Now that I have your attention! (you know, sometimes titles just write themselves…though ‘Polypamory’ was a really close runner-up).
The Maldives is renowned for newly betrothed couples consummating their nuptials with a honeymoon celebration. But the very microscopic creatures who built the Maldives over millennia, coral polyps, will be celebrating a honeymoon of their own this week in rather distinctive style. Their rather exotic ‘bedroom’ habits certainly put the ‘moon’ in the ‘honeymoon’. That is according to this month’s Scientific American featuring a piece about Coral Polyp reproduction…

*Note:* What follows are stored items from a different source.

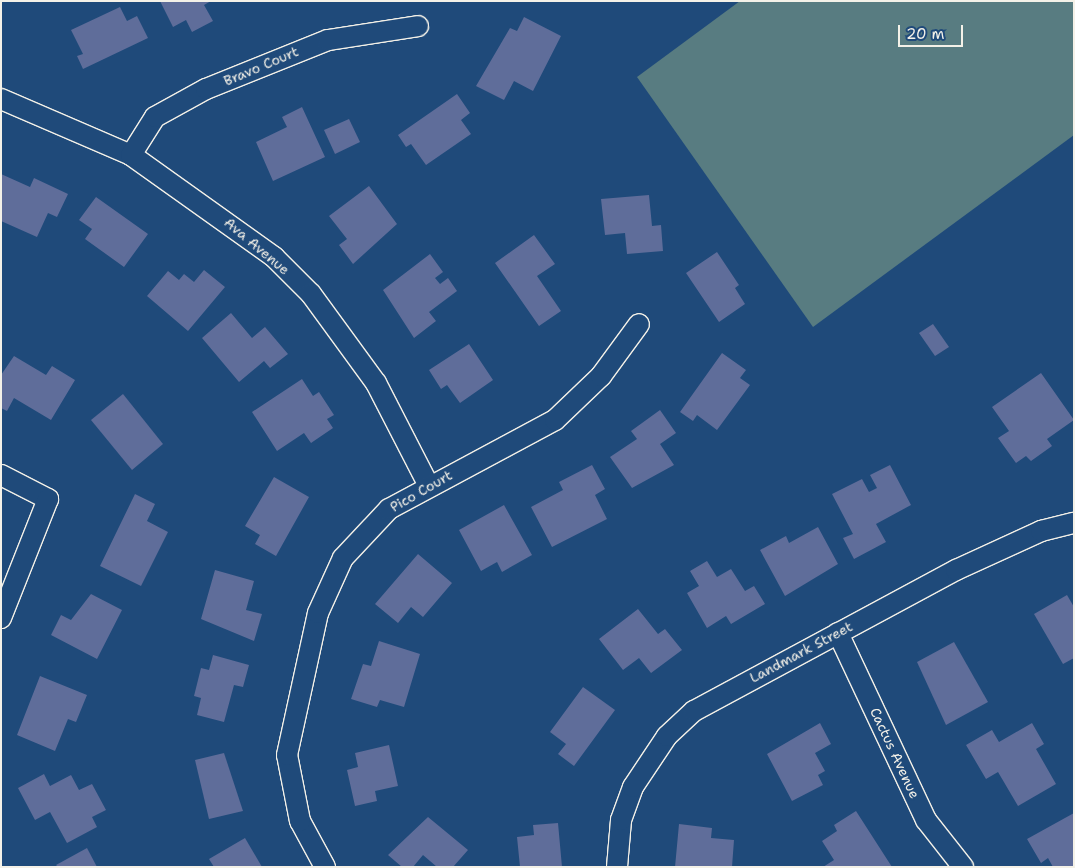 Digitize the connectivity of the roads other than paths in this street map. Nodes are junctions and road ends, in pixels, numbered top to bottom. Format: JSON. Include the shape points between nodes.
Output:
{"nodes":[{"id":1,"x":418,"y":26,"type":"dead end"},
{"id":2,"x":1,"y":99,"type":"edge"},
{"id":3,"x":131,"y":155,"type":"junction"},
{"id":4,"x":639,"y":324,"type":"dead end"},
{"id":5,"x":1,"y":475,"type":"edge"},
{"id":6,"x":428,"y":484,"type":"junction"},
{"id":7,"x":1074,"y":523,"type":"edge"},
{"id":8,"x":1,"y":618,"type":"edge"},
{"id":9,"x":838,"y":633,"type":"junction"},
{"id":10,"x":325,"y":867,"type":"edge"},
{"id":11,"x":617,"y":867,"type":"edge"},
{"id":12,"x":963,"y":867,"type":"edge"}],
"edges":[{"from":1,"to":3,"type":"street","name":"Bravo Court","via":[[328,40],[206,89],[155,118]]},
{"from":2,"to":3,"type":"street","name":"Ava Avenue"},
{"from":3,"to":6,"type":"street","name":"Ava Avenue","via":[[240,228],[311,294],[376,383]]},
{"from":4,"to":6,"type":"street","name":"Pico Court","via":[[601,376],[555,420]]},
{"from":5,"to":8,"type":"street","via":[[48,499]]},
{"from":6,"to":10,"type":"street","name":"Pico Court","via":[[389,509],[362,533],[343,558],[318,613],[287,755],[300,821]]},
{"from":7,"to":9,"type":"street","name":"Landmark Street","via":[[1008,545]]},
{"from":9,"to":11,"type":"street","name":"Landmark Street","via":[[723,693],[667,736],[633,787],[621,820]]},
{"from":9,"to":12,"type":"street","name":"Cactus Avenue","via":[[926,820]]}]}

“It is hard to court the opposite sex when you are cemented in place, which explains why polyps—the tiny creatures whose exoskeletons form corals—do not reproduce by mating. Instead they cast millions of sperm and eggs into the sea, where they drift up to the ocean surface, collide, form larvae and float away to form new coral reefs. Polyps may not be picky about their “mates,” but they are sticklers for timing. The polyps in a coral reef will “blow” their eggs and sperm simultaneously in quick frenzies for just one, or maybe a few, consecutive nights a year—and they usually do so shortly after sunset on evenings closely following a full moon…A reef generally picks one day during a full moon in summer to blow, for 20 minutes or so, during the twilight hours.”

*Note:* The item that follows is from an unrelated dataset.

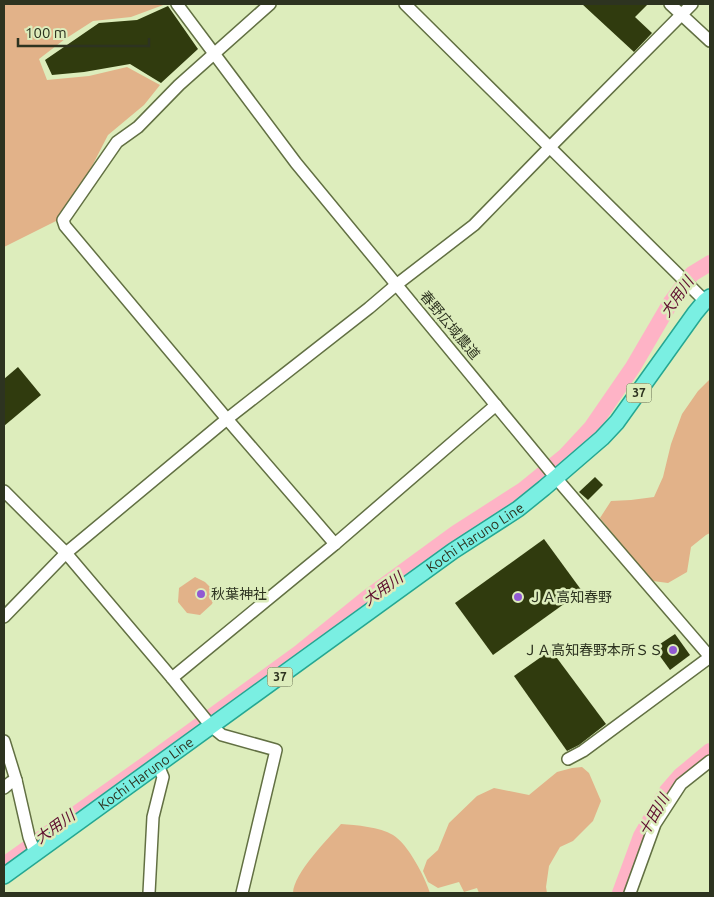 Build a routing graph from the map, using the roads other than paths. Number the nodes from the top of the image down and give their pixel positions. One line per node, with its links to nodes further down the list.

I guess if we were going to grant a ‘Best of’ accolade for ‘Reef Romance’ it would have to go to none other than the to Sheraton’s eponymous ‘Full Moon’ resort.

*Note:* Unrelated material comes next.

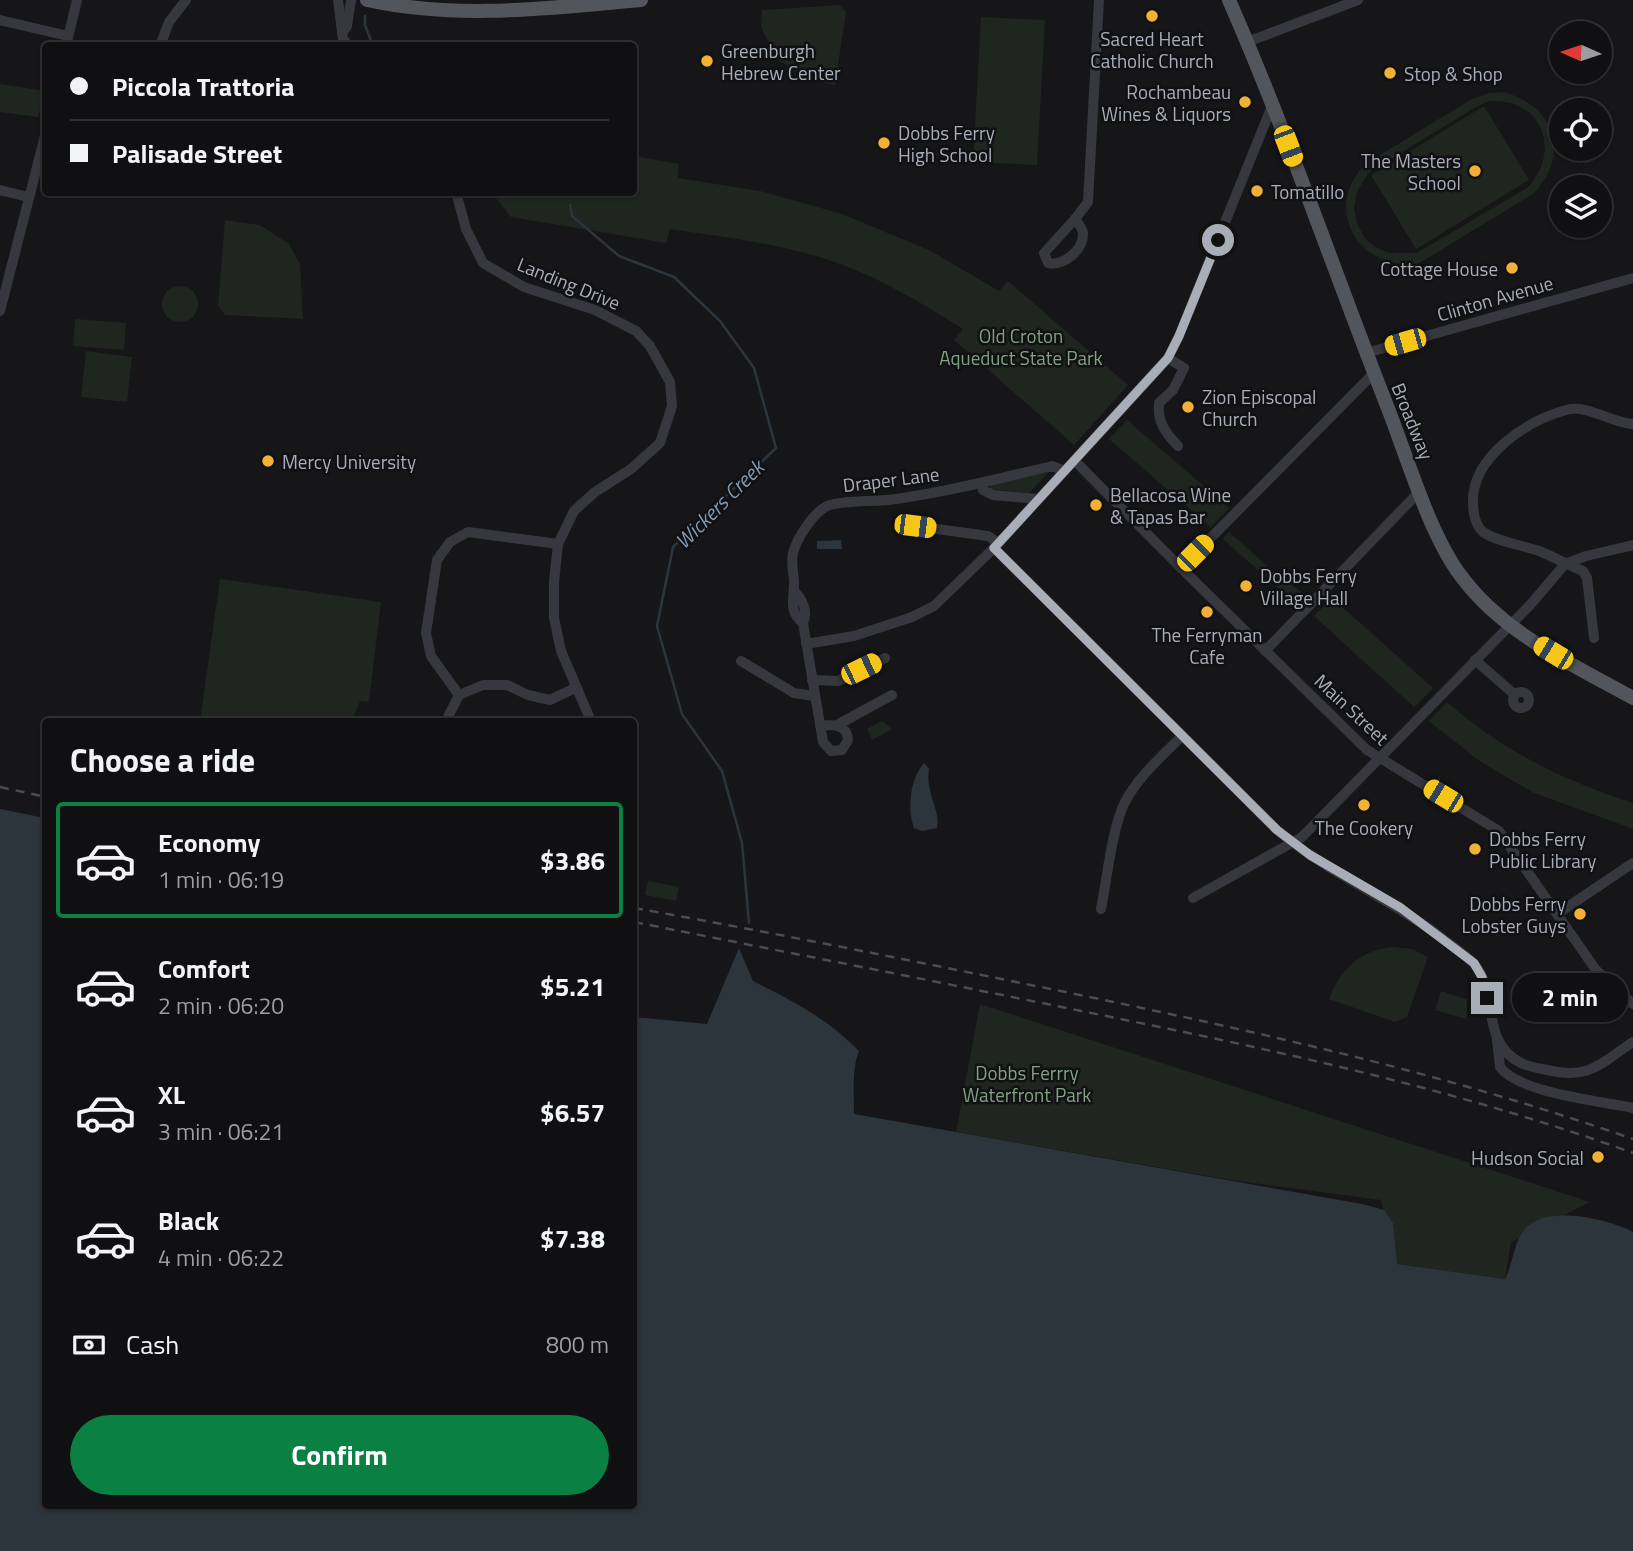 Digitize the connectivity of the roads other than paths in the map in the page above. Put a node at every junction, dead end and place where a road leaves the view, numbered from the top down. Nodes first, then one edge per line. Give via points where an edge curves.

As it happens, this June’s Full Moon offers a special treat as well of an ‘extra long Lunar Eclipse. MSNBC reports “This month’s full moon will pass almost directly through the center of Earth’s shadow on Wednesday in what will be an unusually long total eclipse of the moon, 100 minutes. The next total lunar eclipse of exceptional length will be July 27, 2018, and will last 106 minutes.”
The Full Moon this week rises at 8:14 pm on Wednesday 15th June. It promises to be quite the eventful evening from sea to sky.